Act III Episode 12 - Grace Kelly Returns to Her Roots
The arrival in Ocean City of Princess Grace of Monaco was met, as usual, with no fanfare, as she routinely returned to her childhood stomping grounds every Labor Day weekend since she married Prince Rainier in 1956.
As usual, her sister Lizanne Kelly Levine and her husband Donald picked her and the two kids up at the airport in Philly. As they drove across the Walt Whitman bridge she looked out the window as they passed Jack’s Twin Bar in Gloucester City, where she used to visit her old boyfriend Dick Boccelli playing drums with Bill Haley and the Comets before they were famous.
And when they got to the fork in the road, Don driving asked if he should take the Black Horse Pike or the new, year old Atlantic City Expressway – and Grace chose the Pike, so they could stop for hot dogs and ice cream at that roadside stand their father always stopped at on the way to the Shore.
As Don Levine veered to the right he looked over at the entrance to the Expressway and took notice of the shiny new sign that read: “Motorcycles Prohibited” – with a black silhouette of a man on a motorcycle in a circle and a slash across it.
They had to wait for the drawbridge to Ocean City to open and close so some of them got out of the car and went to the railing and waved at the people on the boat going through below, and Don Levine at the wheel shaking his head and thinking how they could have lowered their rigging a few feet and went under the bridge with no problem but just had to open the bridge because they had the right of way and could do it so they did, and set this huge Labor Day weekend traffic jam in motion, one that backed up to the Somers Point circle and then all the way to Route 9, that would take an hour to get untangled. But tempers didn’t flare, and everyone just breathed in the salt air, took advantage of the view from the bridge and listened to the radio.
Once they were moving again, Levine drove down 9th Street to Central and made a right at the Chatterbox and as they passed Grace looked down 11th Street to see the Flanders, and for a moment tried to imagine what it was like in August 1929, the year she was born, when her father bought this lot and built this house, the only house south of 14th Street, that when it was first built stood out like a lighthouse on this dune of sugar sand.
This house of brick with the small fence, this house with the parapet roof from where you could see the stars, this grand, great house where so many kids had so much fun for some many seasons. And another one was coming to an end and as usual, would go out with much fanfare.

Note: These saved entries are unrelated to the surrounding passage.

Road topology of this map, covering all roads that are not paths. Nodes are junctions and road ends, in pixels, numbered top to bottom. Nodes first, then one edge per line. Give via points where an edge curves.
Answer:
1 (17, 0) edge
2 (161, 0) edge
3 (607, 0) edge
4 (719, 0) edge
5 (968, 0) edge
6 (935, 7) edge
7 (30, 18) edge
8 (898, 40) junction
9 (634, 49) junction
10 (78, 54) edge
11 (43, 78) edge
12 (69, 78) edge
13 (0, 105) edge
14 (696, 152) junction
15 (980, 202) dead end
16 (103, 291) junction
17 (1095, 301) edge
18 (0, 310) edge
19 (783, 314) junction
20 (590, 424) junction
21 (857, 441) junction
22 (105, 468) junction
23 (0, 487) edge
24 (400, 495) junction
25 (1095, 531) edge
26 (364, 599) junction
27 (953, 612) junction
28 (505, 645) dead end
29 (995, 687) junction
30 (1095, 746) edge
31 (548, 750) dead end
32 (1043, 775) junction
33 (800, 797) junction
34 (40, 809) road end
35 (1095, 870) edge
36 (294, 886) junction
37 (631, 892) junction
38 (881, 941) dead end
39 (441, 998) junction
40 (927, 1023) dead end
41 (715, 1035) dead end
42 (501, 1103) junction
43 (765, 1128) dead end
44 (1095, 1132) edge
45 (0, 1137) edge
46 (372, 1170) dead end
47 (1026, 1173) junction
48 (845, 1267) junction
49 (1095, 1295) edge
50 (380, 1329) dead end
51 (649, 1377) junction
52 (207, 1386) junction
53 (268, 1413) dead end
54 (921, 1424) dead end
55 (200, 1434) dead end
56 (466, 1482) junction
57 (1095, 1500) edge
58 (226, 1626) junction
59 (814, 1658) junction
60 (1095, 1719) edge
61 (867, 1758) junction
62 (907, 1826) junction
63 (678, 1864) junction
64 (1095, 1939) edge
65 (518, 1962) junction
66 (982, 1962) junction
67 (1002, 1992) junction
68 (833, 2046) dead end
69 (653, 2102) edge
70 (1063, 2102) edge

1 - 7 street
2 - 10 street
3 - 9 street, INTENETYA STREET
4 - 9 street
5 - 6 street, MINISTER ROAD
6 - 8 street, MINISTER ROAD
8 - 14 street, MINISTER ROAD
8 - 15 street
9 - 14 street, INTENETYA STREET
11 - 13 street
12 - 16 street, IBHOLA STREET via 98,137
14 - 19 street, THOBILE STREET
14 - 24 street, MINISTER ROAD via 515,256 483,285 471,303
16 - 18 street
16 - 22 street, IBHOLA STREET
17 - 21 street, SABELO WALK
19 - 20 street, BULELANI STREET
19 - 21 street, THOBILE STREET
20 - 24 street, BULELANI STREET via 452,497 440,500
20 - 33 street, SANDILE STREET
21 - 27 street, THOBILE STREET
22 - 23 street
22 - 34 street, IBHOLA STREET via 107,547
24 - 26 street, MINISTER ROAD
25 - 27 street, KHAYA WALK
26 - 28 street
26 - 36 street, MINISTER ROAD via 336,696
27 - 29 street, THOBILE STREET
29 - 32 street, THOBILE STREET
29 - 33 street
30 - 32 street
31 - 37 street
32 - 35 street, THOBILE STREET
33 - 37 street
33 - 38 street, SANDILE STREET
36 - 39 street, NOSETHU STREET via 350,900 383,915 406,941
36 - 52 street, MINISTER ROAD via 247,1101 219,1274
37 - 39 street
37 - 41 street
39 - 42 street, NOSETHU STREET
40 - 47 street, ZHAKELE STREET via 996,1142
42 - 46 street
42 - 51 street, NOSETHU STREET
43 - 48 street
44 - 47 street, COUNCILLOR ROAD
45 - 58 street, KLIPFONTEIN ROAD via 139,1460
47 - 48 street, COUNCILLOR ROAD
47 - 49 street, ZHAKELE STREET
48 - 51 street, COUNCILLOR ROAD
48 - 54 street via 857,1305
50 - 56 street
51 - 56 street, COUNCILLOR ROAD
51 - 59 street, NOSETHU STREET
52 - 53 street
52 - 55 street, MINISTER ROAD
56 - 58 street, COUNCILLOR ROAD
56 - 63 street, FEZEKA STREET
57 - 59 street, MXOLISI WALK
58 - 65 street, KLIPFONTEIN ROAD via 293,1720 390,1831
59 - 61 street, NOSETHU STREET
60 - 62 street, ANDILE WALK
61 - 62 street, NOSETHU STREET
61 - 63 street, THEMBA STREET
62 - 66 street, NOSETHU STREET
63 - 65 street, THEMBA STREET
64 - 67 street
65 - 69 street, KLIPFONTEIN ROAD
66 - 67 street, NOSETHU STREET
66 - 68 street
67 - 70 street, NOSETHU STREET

When Levine stopped the car on 27th street, Grace sat in the car for a moment to look at the house – the graceful Spanish Revival lines and red tile terracotta roof, and thought, if only for a moment, of Vivian Smith, the young architect who designed it, and how interesting a person he must have been, as he also did some other significant buildings in town – the Music Pier, the Chatterbox, the Flanders, the Copper Kettle Fudge building and boardwalk arcade – all done in the Spanish Revival style, while other building that also bear his signature – Ocean City High School, Ocean City Hall, Ventnor City Hall and some classic Atlantic City boardwalk hotels are all of different styles and totally unique in their own way, as was the beach house built by her father John B. Kelly, Sr.

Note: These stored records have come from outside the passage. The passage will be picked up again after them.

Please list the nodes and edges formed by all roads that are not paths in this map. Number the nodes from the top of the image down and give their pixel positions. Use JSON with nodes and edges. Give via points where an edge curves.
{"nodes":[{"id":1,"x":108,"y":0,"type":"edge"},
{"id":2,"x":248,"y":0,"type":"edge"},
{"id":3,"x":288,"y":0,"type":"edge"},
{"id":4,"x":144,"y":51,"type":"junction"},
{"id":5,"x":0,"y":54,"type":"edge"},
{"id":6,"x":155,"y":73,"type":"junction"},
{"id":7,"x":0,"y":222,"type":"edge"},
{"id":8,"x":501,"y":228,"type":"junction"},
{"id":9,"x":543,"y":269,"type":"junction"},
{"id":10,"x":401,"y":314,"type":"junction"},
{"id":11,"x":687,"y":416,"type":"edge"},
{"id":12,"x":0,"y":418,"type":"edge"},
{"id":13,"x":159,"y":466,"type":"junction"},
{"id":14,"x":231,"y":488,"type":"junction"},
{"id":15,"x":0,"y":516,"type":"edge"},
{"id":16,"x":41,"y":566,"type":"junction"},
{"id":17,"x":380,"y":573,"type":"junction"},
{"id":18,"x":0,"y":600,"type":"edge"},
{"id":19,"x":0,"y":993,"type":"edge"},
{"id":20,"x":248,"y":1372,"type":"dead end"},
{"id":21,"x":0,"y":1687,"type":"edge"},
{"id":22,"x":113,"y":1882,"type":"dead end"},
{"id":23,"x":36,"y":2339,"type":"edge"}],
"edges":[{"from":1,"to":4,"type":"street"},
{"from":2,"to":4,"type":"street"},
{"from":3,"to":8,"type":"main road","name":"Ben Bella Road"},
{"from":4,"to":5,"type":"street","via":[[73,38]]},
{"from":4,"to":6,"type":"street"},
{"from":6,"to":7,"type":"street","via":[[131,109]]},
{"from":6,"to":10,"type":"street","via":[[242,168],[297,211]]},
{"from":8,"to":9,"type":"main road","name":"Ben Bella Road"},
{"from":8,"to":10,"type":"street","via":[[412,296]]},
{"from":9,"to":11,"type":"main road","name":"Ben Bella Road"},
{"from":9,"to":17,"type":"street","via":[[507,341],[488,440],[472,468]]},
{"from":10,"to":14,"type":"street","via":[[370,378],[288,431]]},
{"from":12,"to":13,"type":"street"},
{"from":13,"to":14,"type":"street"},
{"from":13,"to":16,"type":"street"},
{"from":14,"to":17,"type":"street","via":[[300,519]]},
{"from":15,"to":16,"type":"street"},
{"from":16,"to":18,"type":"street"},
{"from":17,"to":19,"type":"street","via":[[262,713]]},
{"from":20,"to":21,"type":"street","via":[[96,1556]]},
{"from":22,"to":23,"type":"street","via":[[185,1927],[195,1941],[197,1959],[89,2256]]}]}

John B., as he was called by friends and foe alike, was an Irish bricklayer who started a one man “KELLY FOR BRICKWORK” company that eventually built almost every skyscraper in Philly that is shorter than the Billy Penn’s hat, as there was once a law that prevented the construction of anything higher than Billy’s hat, and Kelly built most of them, as well as other major landmarks such as 30th Street Station, which makes you stop and say “Wow” when you walk in for the first time, and the Atlantic City Race Track.
John B. built his house on the barren south dunes because all of the other major Philadelphia Main Line society millionaires had homes in the North End Gardens section of Ocean City or in Margate and Longport, so just as he built his Philly Home in East Falls rather than on the Main Line, he bought an inexpensive lot in a part of town nobody else really wanted to live. He had riparian rights to the water’s edge and while the house was at one time on the beach, when they put Central Avenue in he owned the beach lot on the other side of the street and eventually built a big two story brick house there too, so by 1965, with the two houses, it was sort of like the Kennedys, the Kelly Compound, except there was no security and anybody could come and go and generally did, brothers, sisters, cousins and cousins friends – all part of the Kelly Clan.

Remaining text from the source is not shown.